Stored items:
╭──

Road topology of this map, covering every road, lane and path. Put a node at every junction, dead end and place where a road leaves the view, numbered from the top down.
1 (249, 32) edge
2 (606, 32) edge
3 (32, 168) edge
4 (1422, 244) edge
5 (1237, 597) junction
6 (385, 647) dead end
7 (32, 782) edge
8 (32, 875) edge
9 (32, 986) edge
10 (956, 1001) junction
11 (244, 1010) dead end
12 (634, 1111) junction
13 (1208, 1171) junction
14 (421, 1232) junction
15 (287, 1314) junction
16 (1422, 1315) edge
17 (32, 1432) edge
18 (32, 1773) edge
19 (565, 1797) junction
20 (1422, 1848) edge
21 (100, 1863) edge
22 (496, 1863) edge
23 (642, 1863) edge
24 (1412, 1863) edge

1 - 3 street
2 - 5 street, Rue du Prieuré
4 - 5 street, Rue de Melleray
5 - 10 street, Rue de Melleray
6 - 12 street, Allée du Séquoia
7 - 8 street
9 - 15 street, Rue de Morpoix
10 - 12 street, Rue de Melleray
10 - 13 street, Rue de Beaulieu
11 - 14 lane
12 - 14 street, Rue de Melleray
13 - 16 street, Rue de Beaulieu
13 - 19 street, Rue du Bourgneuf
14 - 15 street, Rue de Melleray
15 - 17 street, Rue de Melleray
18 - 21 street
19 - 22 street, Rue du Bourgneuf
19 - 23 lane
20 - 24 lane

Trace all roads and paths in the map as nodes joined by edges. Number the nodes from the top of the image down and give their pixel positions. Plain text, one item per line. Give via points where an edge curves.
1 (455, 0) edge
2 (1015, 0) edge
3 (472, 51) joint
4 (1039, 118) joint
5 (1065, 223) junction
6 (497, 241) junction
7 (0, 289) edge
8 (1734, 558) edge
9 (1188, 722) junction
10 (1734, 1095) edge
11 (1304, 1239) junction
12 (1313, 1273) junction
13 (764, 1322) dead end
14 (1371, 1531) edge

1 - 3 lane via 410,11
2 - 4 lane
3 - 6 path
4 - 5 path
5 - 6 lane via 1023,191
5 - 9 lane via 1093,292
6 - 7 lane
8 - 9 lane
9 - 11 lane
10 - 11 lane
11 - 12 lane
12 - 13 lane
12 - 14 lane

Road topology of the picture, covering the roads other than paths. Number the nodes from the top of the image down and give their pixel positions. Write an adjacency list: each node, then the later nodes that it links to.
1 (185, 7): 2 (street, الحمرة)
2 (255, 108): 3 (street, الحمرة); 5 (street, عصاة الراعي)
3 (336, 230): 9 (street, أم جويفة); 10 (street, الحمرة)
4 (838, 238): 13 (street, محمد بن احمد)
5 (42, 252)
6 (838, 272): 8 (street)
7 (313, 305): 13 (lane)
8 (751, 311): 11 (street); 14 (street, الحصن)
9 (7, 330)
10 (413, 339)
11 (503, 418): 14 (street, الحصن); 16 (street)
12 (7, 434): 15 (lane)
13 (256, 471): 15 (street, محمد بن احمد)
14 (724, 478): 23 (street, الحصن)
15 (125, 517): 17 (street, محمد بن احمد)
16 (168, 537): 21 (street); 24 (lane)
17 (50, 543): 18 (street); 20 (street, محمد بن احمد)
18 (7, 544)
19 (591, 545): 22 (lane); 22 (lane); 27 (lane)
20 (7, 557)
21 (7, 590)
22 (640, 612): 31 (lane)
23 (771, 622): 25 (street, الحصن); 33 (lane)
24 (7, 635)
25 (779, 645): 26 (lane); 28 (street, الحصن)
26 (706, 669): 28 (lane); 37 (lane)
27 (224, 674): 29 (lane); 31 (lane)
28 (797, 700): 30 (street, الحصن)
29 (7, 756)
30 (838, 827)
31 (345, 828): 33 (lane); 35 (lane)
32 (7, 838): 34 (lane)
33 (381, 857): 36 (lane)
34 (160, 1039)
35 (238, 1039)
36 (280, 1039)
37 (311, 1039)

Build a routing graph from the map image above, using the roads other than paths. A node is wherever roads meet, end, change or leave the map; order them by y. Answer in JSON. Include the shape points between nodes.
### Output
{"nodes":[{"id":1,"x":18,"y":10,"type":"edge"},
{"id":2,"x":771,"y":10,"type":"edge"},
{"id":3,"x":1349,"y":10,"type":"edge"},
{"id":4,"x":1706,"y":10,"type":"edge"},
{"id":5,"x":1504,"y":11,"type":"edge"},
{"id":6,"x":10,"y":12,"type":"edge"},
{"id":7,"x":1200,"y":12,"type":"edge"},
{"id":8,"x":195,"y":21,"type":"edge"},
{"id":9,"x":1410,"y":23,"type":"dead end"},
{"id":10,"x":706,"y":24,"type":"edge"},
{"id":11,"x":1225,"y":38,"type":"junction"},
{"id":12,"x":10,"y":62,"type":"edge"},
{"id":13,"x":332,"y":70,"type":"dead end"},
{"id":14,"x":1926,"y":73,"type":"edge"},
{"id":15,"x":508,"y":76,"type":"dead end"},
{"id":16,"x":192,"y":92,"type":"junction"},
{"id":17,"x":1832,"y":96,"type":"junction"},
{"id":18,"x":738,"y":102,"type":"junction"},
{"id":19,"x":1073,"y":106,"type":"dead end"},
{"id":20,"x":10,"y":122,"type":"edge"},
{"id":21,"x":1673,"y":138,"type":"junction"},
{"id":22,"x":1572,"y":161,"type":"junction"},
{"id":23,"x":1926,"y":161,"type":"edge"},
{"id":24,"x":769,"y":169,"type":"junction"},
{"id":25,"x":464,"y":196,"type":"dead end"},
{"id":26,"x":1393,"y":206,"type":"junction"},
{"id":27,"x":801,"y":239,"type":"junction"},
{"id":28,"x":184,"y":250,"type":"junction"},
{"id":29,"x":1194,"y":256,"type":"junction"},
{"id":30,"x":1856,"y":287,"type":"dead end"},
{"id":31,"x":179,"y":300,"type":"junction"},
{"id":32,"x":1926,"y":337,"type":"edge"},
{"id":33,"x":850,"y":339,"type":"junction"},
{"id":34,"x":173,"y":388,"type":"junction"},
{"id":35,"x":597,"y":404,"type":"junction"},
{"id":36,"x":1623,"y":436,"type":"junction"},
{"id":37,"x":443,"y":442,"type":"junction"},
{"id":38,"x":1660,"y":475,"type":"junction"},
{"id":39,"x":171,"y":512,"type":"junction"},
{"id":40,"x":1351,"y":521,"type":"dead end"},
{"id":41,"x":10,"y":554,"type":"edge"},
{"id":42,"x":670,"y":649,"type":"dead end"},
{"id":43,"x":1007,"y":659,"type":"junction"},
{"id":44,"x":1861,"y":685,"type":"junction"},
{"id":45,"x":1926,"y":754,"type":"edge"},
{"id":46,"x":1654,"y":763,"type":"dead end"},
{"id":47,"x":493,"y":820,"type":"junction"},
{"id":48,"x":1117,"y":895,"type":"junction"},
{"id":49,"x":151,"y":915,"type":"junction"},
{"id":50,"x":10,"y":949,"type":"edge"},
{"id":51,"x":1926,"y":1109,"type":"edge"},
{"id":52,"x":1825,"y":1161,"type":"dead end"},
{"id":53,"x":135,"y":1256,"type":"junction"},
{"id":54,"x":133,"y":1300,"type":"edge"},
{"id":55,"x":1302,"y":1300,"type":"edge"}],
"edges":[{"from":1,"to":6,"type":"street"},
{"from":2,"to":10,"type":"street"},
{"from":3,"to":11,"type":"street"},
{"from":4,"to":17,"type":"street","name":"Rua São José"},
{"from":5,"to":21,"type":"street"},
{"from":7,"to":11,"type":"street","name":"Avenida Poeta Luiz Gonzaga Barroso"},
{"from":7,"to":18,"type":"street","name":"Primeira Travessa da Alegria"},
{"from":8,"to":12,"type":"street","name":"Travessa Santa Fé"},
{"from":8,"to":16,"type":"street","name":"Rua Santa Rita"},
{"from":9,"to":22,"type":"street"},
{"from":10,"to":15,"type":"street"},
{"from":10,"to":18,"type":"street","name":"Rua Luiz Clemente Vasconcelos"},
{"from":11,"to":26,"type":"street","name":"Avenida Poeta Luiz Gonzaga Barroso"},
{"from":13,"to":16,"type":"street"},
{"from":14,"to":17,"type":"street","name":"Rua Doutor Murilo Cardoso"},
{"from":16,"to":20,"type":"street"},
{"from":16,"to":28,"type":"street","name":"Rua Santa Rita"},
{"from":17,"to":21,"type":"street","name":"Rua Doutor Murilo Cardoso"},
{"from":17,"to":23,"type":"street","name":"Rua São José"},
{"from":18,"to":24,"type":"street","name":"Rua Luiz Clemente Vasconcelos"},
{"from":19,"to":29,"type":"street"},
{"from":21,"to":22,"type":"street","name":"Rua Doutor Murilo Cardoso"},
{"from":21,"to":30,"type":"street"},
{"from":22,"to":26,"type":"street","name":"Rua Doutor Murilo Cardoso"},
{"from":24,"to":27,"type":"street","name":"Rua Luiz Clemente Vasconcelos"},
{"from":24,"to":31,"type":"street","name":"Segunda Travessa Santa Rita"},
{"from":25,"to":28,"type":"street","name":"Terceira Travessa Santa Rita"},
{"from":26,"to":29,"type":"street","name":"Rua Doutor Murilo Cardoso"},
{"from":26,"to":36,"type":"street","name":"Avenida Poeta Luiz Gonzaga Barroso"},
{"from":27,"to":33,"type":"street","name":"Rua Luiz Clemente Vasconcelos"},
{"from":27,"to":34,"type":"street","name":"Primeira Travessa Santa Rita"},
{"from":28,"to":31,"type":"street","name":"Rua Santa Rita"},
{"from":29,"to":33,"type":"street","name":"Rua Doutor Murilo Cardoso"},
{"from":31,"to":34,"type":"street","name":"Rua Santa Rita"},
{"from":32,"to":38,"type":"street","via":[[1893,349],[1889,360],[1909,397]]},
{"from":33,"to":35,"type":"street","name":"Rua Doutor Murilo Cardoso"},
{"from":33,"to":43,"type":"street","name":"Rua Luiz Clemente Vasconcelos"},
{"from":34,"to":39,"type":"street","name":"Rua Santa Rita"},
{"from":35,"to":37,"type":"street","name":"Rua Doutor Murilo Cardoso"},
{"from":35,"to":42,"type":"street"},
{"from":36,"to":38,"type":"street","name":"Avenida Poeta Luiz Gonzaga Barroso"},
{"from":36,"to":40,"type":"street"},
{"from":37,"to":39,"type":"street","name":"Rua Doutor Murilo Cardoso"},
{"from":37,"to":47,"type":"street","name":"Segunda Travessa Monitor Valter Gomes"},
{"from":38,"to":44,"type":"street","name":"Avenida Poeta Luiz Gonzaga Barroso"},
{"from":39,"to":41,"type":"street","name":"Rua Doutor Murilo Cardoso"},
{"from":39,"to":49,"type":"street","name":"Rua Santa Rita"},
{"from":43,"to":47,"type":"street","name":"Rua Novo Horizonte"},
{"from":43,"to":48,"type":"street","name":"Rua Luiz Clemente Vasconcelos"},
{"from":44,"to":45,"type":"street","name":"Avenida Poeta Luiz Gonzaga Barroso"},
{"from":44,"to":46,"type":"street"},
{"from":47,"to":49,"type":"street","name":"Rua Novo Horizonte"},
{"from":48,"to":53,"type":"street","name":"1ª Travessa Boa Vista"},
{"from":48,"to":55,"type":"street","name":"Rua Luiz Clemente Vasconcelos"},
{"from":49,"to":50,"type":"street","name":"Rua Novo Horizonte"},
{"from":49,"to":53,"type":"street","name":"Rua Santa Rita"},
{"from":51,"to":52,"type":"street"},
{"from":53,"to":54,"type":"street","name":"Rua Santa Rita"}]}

╰──

WORK REQUIRED
Note every line of the records that holds the word "Beaulieu", and copy it.

RESULT OF THIS EXERCISE
10 - 13 street, Rue de Beaulieu
13 - 16 street, Rue de Beaulieu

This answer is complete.